Philosophy In The Octopus's Garden

Philosophy isn't natural science, that much is certain. But its relation to the sciences has been fraught — at least since science broke off from philosophy and became its own family of disciplines back in the 17th century.

The very features of natural science that are markers of its success — specialization, experiment, mathematical tools, progress — are absent, or take a very different form, in philosophy. My own view is that philosophical problems are not empirical or scientific ones, but that they live cheek by jowl with them. Philosophy and empirical science are in constant dialog and a laboratory is as good a place as a seminar room to engage philosophy.

Peter Godfrey-Smith, whose new book is my topic today, is not the first philosopher to go even farther afield than the laboratory in pursuit of nature's secrets. Daniel Dennett, to name one of Godfrey-Smith's avowed heroes, went to Kenya to study the vervet monkey in its natural habitat.

Still, I think it's worth pausing and taking delight in the stunning image of a philosopher descending the ocean blue in his quest to find other minds and to understand how they work!

Other Minds: The Octopus, The Sea, and The Deep Origins of Consciousness is not travelogue or tale of adventure in the great outdoors. It is a work of philosophy. There is no story, but there is an argument: Animal life is multi-cellular. Many hundreds of million years ago, "cells that were once organisms in their own right began to work as parts of larger units." But this required coordination. The means of exchange or mutual influence that had once enabled distinct unicellular individuals to communicate, or at least interact, were now deployed within the boundaries of the more complex multi-cellular beast. "Sensing and signaling between organisms gave rise to sensing and signaling within them," as the book notes. This, in turn, over evolutionary time, becomes the basis of the nervous system and, eventually, intelligence — and even consciousness itself.
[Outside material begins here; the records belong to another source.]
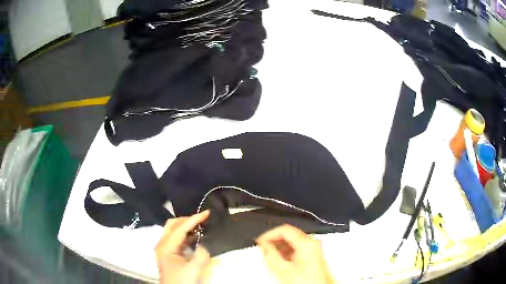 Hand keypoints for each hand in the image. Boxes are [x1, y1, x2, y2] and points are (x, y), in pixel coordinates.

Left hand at [155, 210, 210, 283]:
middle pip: (172, 225)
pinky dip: (186, 235)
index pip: (179, 228)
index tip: (207, 213)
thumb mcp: (194, 269)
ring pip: (174, 231)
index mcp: (165, 247)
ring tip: (201, 225)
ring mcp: (165, 249)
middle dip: (187, 220)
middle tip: (203, 219)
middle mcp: (162, 244)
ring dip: (187, 227)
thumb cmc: (182, 281)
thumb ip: (202, 254)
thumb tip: (207, 242)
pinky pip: (177, 239)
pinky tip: (196, 237)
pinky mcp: (169, 254)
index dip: (193, 219)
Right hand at [256, 224, 334, 283]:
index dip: (270, 234)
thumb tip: (263, 244)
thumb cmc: (303, 280)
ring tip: (269, 255)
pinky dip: (287, 251)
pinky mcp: (313, 255)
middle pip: (290, 234)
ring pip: (293, 241)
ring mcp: (314, 248)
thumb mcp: (284, 269)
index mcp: (306, 242)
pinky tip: (280, 260)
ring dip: (280, 246)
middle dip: (275, 240)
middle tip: (263, 248)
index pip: (285, 230)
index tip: (259, 242)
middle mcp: (312, 242)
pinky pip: (298, 248)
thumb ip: (271, 255)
Godfrey-Smith has a lot to say about the evolutionary history of animals and even about how, from humble beginnings, we get human beings, along one lineage, and the octopus, along another. But I wish he had said something more about the mystery — for that's what it is, at the heart of his story — of understanding how a clump of individuals gets put together in such a way as to become not just a collection of coordinated individuals but a genuinely new unity. Animal unity is something special. And, if he is right, it may be the key to understanding why there are nervous systems and, so, why there are animals like the octopus and like us.

Later on in the book, Godfrey-Smith remarks that trees and other plants seem to exhibit a kind of unity different from, and intermediate between, that of mere collections and that which is displayed by animals. The tree is an agglomeration, in the sense that if you cut a part away and plant it, you get a new tree. An animal, in contrast, is some kind of an essential unity.
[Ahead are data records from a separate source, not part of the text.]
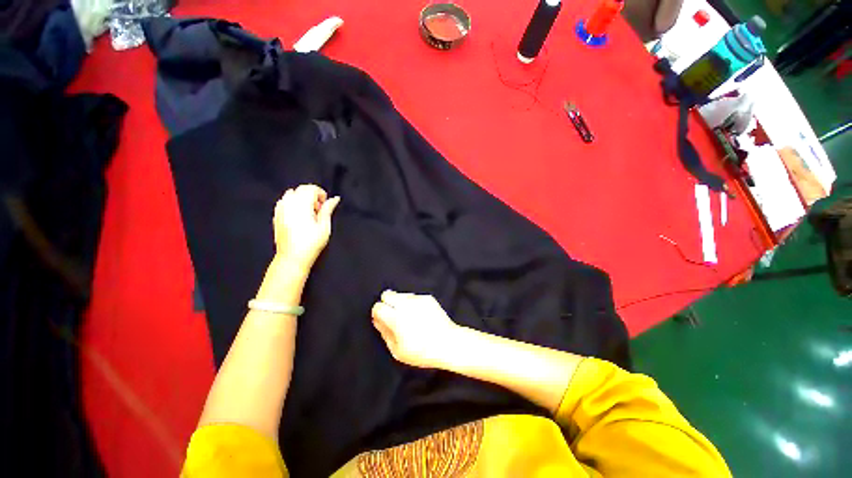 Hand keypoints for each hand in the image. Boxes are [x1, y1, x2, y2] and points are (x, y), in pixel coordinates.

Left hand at [273, 185, 339, 271]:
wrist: (292, 257)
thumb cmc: (311, 243)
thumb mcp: (324, 226)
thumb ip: (328, 209)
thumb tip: (335, 198)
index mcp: (301, 205)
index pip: (310, 188)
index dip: (320, 194)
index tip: (324, 205)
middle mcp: (289, 204)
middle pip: (301, 189)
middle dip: (312, 195)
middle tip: (318, 210)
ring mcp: (280, 209)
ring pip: (291, 194)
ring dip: (301, 198)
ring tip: (308, 213)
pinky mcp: (276, 216)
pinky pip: (283, 201)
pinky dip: (292, 203)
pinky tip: (298, 215)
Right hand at [371, 290, 461, 368]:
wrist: (448, 343)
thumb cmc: (422, 351)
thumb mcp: (397, 351)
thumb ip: (384, 333)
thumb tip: (378, 320)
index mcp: (396, 318)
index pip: (378, 306)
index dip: (377, 312)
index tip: (381, 318)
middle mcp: (405, 304)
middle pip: (387, 294)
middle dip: (387, 302)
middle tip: (392, 314)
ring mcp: (418, 299)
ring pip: (401, 294)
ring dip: (400, 302)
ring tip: (408, 316)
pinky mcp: (428, 298)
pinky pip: (414, 297)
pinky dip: (413, 303)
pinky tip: (419, 315)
The language of Other Minds is calm, spare and exact. It serves as a useful primer on more than one topic — the history of animals, the cognitive powers of cephalopods, the theory of consciousness, the environmental dangers posed by overfishing and the degradation of the waters. It gives us a remarkable description of the octopus settlement or compound — community? — that he and his colleagues studied closely over a long period in waters off Australia. He speculates that some piece of human detritus, something metal, fell to the sea floor and it provided an artificial shelter or den for an octopus; the shell remains of scallops cast aside by the octopus then provided a ground better suited for octopus dens than the sandy bottom of the sea floor. This attracted other octopus, he continues, who, in turn, in the normal course of events, laid down more shell flooring — thus further enhancing the habitat and drawing more animals to the spot. Godfrey-Smith wonders whether Octopolis, as they dubbed the small piece of ocean ground, doesn't give a glimpse of a possible octopus future in which otherwise fairly solitary creatures develop something like real social groups.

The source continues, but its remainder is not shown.